WORK ORDER —
A word-for-word copy of the records below is needed, without the images.

RECORDED INFORMATION —
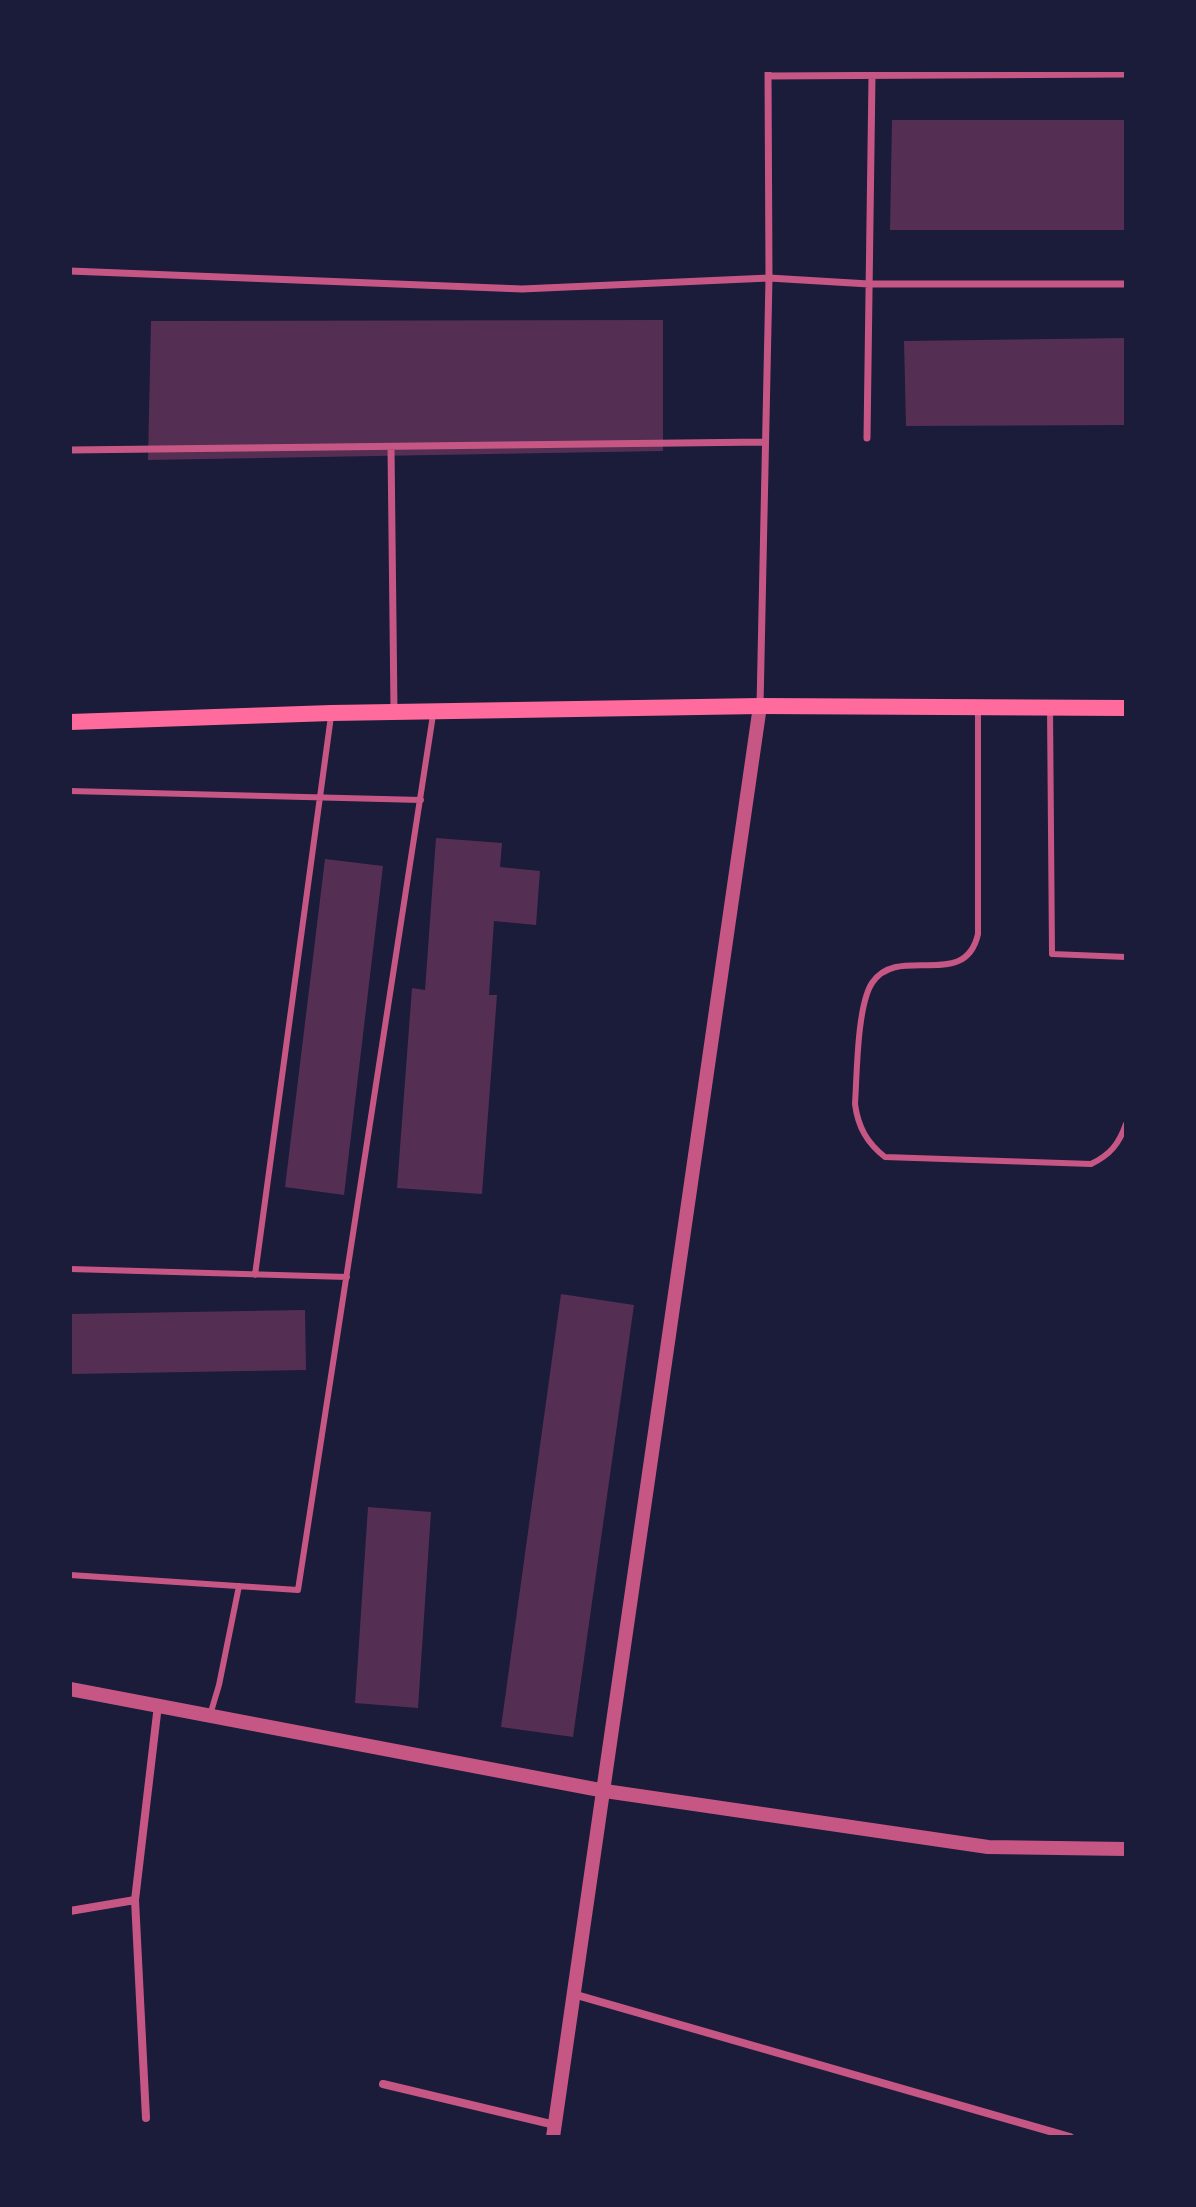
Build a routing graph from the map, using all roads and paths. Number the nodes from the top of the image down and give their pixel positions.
1 (768, 73) edge
2 (1126, 74) edge
3 (872, 76) junction
4 (70, 271) edge
5 (769, 278) junction
6 (869, 284) junction
7 (1126, 284) edge
8 (867, 438) dead end
9 (765, 442) junction
10 (391, 447) junction
11 (70, 450) edge
12 (760, 706) junction
13 (978, 707) junction
14 (1050, 708) junction
15 (1126, 708) edge
16 (434, 711) junction
17 (394, 712) junction
18 (331, 713) junction
19 (70, 722) edge
20 (70, 791) edge
21 (319, 797) junction
22 (421, 800) junction
23 (1126, 957) edge
24 (1126, 1124) edge
25 (70, 1269) edge
26 (255, 1275) junction
27 (347, 1277) junction
28 (70, 1575) edge
29 (239, 1586) junction
30 (70, 1689) edge
31 (158, 1705) junction
32 (210, 1715) junction
33 (605, 1791) junction
34 (1126, 1849) edge
35 (135, 1900) junction
36 (70, 1911) edge
37 (573, 1994) junction
38 (383, 2084) dead end
39 (146, 2118) dead end
40 (554, 2131) edge
41 (1070, 2137) edge

1 - 3 street
1 - 5 street
2 - 3 street
3 - 6 street
4 - 5 street
5 - 6 street
5 - 9 street
6 - 7 street
6 - 8 street
9 - 10 street
9 - 12 street
10 - 11 street
10 - 17 street
12 - 13 main road
12 - 16 main road
12 - 33 street
13 - 14 main road
13 - 24 lane
14 - 15 main road
14 - 23 lane
16 - 17 main road
16 - 22 lane
17 - 18 main road
18 - 19 main road
18 - 21 lane
20 - 21 lane
21 - 22 lane
21 - 26 lane
22 - 27 lane
25 - 26 lane
26 - 27 lane
27 - 29 lane
28 - 29 lane
29 - 32 lane
30 - 31 street
31 - 32 street
31 - 35 street
32 - 33 street
33 - 34 street
33 - 37 street
35 - 36 street
35 - 39 street
37 - 40 street
37 - 41 street
38 - 40 street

EXERCISE RESPONSE —
Build a routing graph from the map, using all roads and paths. Number the nodes from the top of the image down and give their pixel positions.
1 (768, 73) edge
2 (1126, 74) edge
3 (872, 76) junction
4 (70, 271) edge
5 (769, 278) junction
6 (869, 284) junction
7 (1126, 284) edge
8 (867, 438) dead end
9 (765, 442) junction
10 (391, 447) junction
11 (70, 450) edge
12 (760, 706) junction
13 (978, 707) junction
14 (1050, 708) junction
15 (1126, 708) edge
16 (434, 711) junction
17 (394, 712) junction
18 (331, 713) junction
19 (70, 722) edge
20 (70, 791) edge
21 (319, 797) junction
22 (421, 800) junction
23 (1126, 957) edge
24 (1126, 1124) edge
25 (70, 1269) edge
26 (255, 1275) junction
27 (347, 1277) junction
28 (70, 1575) edge
29 (239, 1586) junction
30 (70, 1689) edge
31 (158, 1705) junction
32 (210, 1715) junction
33 (605, 1791) junction
34 (1126, 1849) edge
35 (135, 1900) junction
36 (70, 1911) edge
37 (573, 1994) junction
38 (383, 2084) dead end
39 (146, 2118) dead end
40 (554, 2131) edge
41 (1070, 2137) edge

1 - 3 street
1 - 5 street
2 - 3 street
3 - 6 street
4 - 5 street
5 - 6 street
5 - 9 street
6 - 7 street
6 - 8 street
9 - 10 street
9 - 12 street
10 - 11 street
10 - 17 street
12 - 13 main road
12 - 16 main road
12 - 33 street
13 - 14 main road
13 - 24 lane
14 - 15 main road
14 - 23 lane
16 - 17 main road
16 - 22 lane
17 - 18 main road
18 - 19 main road
18 - 21 lane
20 - 21 lane
21 - 22 lane
21 - 26 lane
22 - 27 lane
25 - 26 lane
26 - 27 lane
27 - 29 lane
28 - 29 lane
29 - 32 lane
30 - 31 street
31 - 32 street
31 - 35 street
32 - 33 street
33 - 34 street
33 - 37 street
35 - 36 street
35 - 39 street
37 - 40 street
37 - 41 street
38 - 40 street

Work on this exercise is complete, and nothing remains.